▸ TASK REQUIREMENTS
Tally the lines of the data that include the word "شهید". Only the number is to be returned.

▸ PROVIDED DATA
# # # # # # #

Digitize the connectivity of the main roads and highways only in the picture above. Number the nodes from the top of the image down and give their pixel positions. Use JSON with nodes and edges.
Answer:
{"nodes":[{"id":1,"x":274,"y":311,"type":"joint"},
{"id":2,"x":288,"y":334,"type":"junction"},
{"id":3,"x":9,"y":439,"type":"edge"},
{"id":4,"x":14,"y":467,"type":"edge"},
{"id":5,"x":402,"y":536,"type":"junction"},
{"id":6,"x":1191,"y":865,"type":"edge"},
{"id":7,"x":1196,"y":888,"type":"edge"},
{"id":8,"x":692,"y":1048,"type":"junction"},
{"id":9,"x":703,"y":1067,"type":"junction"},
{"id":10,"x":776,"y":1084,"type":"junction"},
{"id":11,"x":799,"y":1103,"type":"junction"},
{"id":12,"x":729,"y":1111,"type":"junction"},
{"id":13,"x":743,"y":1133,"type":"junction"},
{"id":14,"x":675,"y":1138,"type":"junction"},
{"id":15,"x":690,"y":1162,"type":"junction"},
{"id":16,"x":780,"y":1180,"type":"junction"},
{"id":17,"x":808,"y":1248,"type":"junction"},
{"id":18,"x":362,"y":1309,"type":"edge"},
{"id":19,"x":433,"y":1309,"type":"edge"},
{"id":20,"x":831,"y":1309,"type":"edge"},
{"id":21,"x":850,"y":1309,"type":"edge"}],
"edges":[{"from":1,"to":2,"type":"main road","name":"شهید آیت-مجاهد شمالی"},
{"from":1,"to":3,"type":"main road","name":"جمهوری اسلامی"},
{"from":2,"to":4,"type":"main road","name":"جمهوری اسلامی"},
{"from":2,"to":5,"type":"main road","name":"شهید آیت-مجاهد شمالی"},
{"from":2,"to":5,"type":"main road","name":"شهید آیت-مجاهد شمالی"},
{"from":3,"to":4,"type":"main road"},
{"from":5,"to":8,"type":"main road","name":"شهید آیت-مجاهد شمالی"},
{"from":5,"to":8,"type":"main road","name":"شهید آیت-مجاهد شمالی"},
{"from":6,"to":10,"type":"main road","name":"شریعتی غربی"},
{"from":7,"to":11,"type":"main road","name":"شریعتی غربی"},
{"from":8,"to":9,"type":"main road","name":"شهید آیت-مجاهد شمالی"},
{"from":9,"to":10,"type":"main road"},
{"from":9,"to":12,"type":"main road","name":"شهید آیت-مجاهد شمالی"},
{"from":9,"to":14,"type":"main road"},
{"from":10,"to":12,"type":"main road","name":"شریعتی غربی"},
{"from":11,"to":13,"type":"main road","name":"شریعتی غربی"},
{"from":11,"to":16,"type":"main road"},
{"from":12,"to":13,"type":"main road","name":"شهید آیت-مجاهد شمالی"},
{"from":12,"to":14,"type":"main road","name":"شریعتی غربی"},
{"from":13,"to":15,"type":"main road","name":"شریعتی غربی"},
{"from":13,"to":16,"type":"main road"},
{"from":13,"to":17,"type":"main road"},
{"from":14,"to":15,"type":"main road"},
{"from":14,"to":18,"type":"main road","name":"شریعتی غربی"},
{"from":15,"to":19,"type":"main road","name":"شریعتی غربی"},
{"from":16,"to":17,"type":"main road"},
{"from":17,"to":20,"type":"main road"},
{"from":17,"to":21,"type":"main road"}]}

# # # # # # #

▸ ANSWER SECTION
8